(DATASET ENTRIES begins)
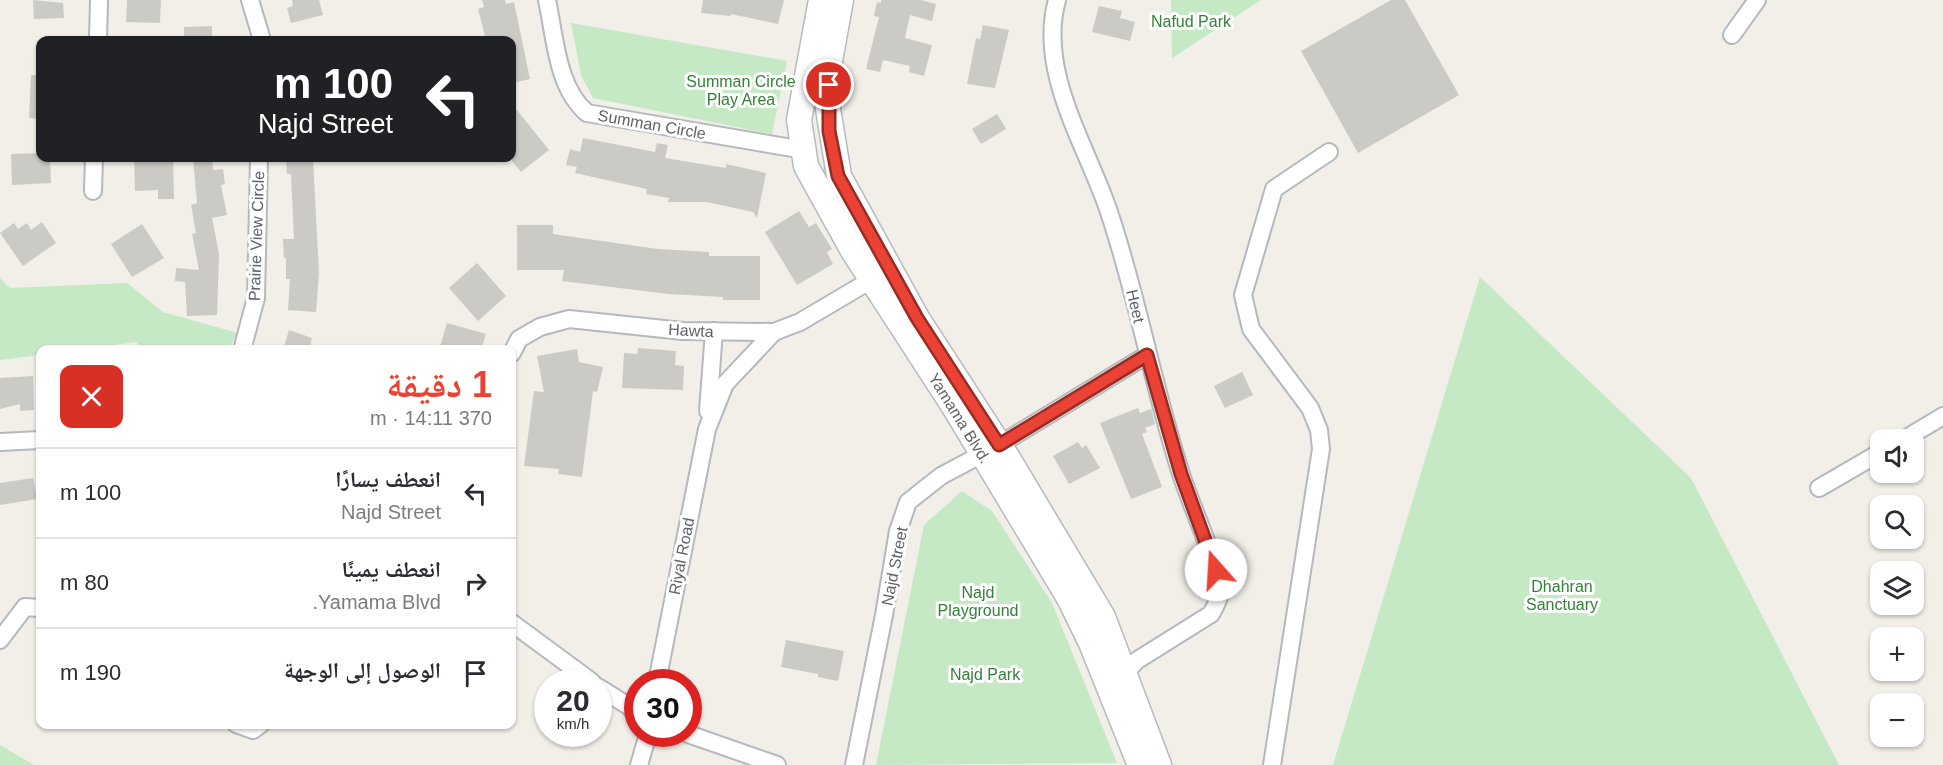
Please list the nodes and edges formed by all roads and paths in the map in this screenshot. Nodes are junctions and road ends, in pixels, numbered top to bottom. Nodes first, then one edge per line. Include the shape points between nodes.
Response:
1 (99, 0) edge
2 (250, 0) edge
3 (547, 0) edge
4 (821, 0) edge
5 (842, 0) edge
6 (1057, 0) edge
7 (1757, 0) edge
8 (1732, 35) dead end
9 (98, 36) edge
10 (261, 36) edge
11 (803, 149) junction
12 (833, 151) junction
13 (1329, 152) dead end
14 (94, 162) edge
15 (259, 162) edge
16 (93, 191) dead end
17 (871, 280) junction
18 (714, 331) junction
19 (774, 332) junction
20 (243, 345) edge
21 (516, 345) edge
22 (1147, 355) junction
23 (1943, 416) edge
24 (707, 429) junction
25 (1921, 429) edge
26 (36, 440) edge
27 (0, 442) edge
28 (991, 449) junction
29 (1870, 458) edge
30 (1819, 488) dead end
31 (36, 608) edge
32 (5, 620) edge
33 (516, 626) edge
34 (0, 640) edge
35 (574, 669) edge
36 (660, 669) edge
37 (1125, 674) junction
38 (702, 739) edge
39 (644, 747) edge
40 (639, 765) edge
41 (777, 765) edge
42 (854, 765) edge
43 (1140, 765) edge
44 (1159, 765) edge
45 (1272, 765) edge

1 - 9 street
2 - 10 street
3 - 11 street, Summan Circle via 566,83 575,103 587,113
4 - 11 main road, Yamama Blvd. via 799,120
5 - 12 main road, Yamama Blvd. via 830,61 828,109
6 - 22 street, Heet via 1052,19 1054,57 1063,94 1109,213 1133,291
7 - 8 street
11 - 12 street, Summan Circle
11 - 17 main road, Yamama Blvd. via 806,166
12 - 28 main road, Yamama Blvd. via 838,176
13 - 45 street via 1274,189 1243,295 1251,329 1310,408 1321,449
14 - 16 street
15 - 20 street, Prairie View Circle via 256,298
17 - 19 street, Hawta via 800,322
17 - 28 main road, Yamama Blvd.
18 - 19 street, Hawta
18 - 21 street, Hawta via 569,318 540,327
18 - 24 street, Riyal Road
19 - 24 street, Riyal Road via 725,384
22 - 28 street, Najd Street
22 - 37 street, Heet via 1181,474 1221,585 1211,614 1136,661
23 - 25 street
24 - 36 street, Riyal Road
26 - 27 street
28 - 37 main road, Yamama Blvd. via 1103,617
28 - 42 street, Najd Street via 941,476 908,502 898,531
28 - 43 main road, Yamama Blvd. via 1091,643
29 - 30 street
31 - 32 street via 25,607
32 - 34 street
33 - 35 street
37 - 44 main road, Yamama Blvd.
38 - 41 street
39 - 40 street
(DATASET ENTRIES ends)
• [PROBLEM TO WORK ON]:
Reproduce the listing word for word, but keep the pictures out of it.

• [RESULT FOR THIS TASK]:
Please list the nodes and edges formed by all roads and paths in the map in this screenshot. Nodes are junctions and road ends, in pixels, numbered top to bottom. Nodes first, then one edge per line. Include the shape points between nodes.
Response:
1 (99, 0) edge
2 (250, 0) edge
3 (547, 0) edge
4 (821, 0) edge
5 (842, 0) edge
6 (1057, 0) edge
7 (1757, 0) edge
8 (1732, 35) dead end
9 (98, 36) edge
10 (261, 36) edge
11 (803, 149) junction
12 (833, 151) junction
13 (1329, 152) dead end
14 (94, 162) edge
15 (259, 162) edge
16 (93, 191) dead end
17 (871, 280) junction
18 (714, 331) junction
19 (774, 332) junction
20 (243, 345) edge
21 (516, 345) edge
22 (1147, 355) junction
23 (1943, 416) edge
24 (707, 429) junction
25 (1921, 429) edge
26 (36, 440) edge
27 (0, 442) edge
28 (991, 449) junction
29 (1870, 458) edge
30 (1819, 488) dead end
31 (36, 608) edge
32 (5, 620) edge
33 (516, 626) edge
34 (0, 640) edge
35 (574, 669) edge
36 (660, 669) edge
37 (1125, 674) junction
38 (702, 739) edge
39 (644, 747) edge
40 (639, 765) edge
41 (777, 765) edge
42 (854, 765) edge
43 (1140, 765) edge
44 (1159, 765) edge
45 (1272, 765) edge

1 - 9 street
2 - 10 street
3 - 11 street, Summan Circle via 566,83 575,103 587,113
4 - 11 main road, Yamama Blvd. via 799,120
5 - 12 main road, Yamama Blvd. via 830,61 828,109
6 - 22 street, Heet via 1052,19 1054,57 1063,94 1109,213 1133,291
7 - 8 street
11 - 12 street, Summan Circle
11 - 17 main road, Yamama Blvd. via 806,166
12 - 28 main road, Yamama Blvd. via 838,176
13 - 45 street via 1274,189 1243,295 1251,329 1310,408 1321,449
14 - 16 street
15 - 20 street, Prairie View Circle via 256,298
17 - 19 street, Hawta via 800,322
17 - 28 main road, Yamama Blvd.
18 - 19 street, Hawta
18 - 21 street, Hawta via 569,318 540,327
18 - 24 street, Riyal Road
19 - 24 street, Riyal Road via 725,384
22 - 28 street, Najd Street
22 - 37 street, Heet via 1181,474 1221,585 1211,614 1136,661
23 - 25 street
24 - 36 street, Riyal Road
26 - 27 street
28 - 37 main road, Yamama Blvd. via 1103,617
28 - 42 street, Najd Street via 941,476 908,502 898,531
28 - 43 main road, Yamama Blvd. via 1091,643
29 - 30 street
31 - 32 street via 25,607
32 - 34 street
33 - 35 street
37 - 44 main road, Yamama Blvd.
38 - 41 street
39 - 40 street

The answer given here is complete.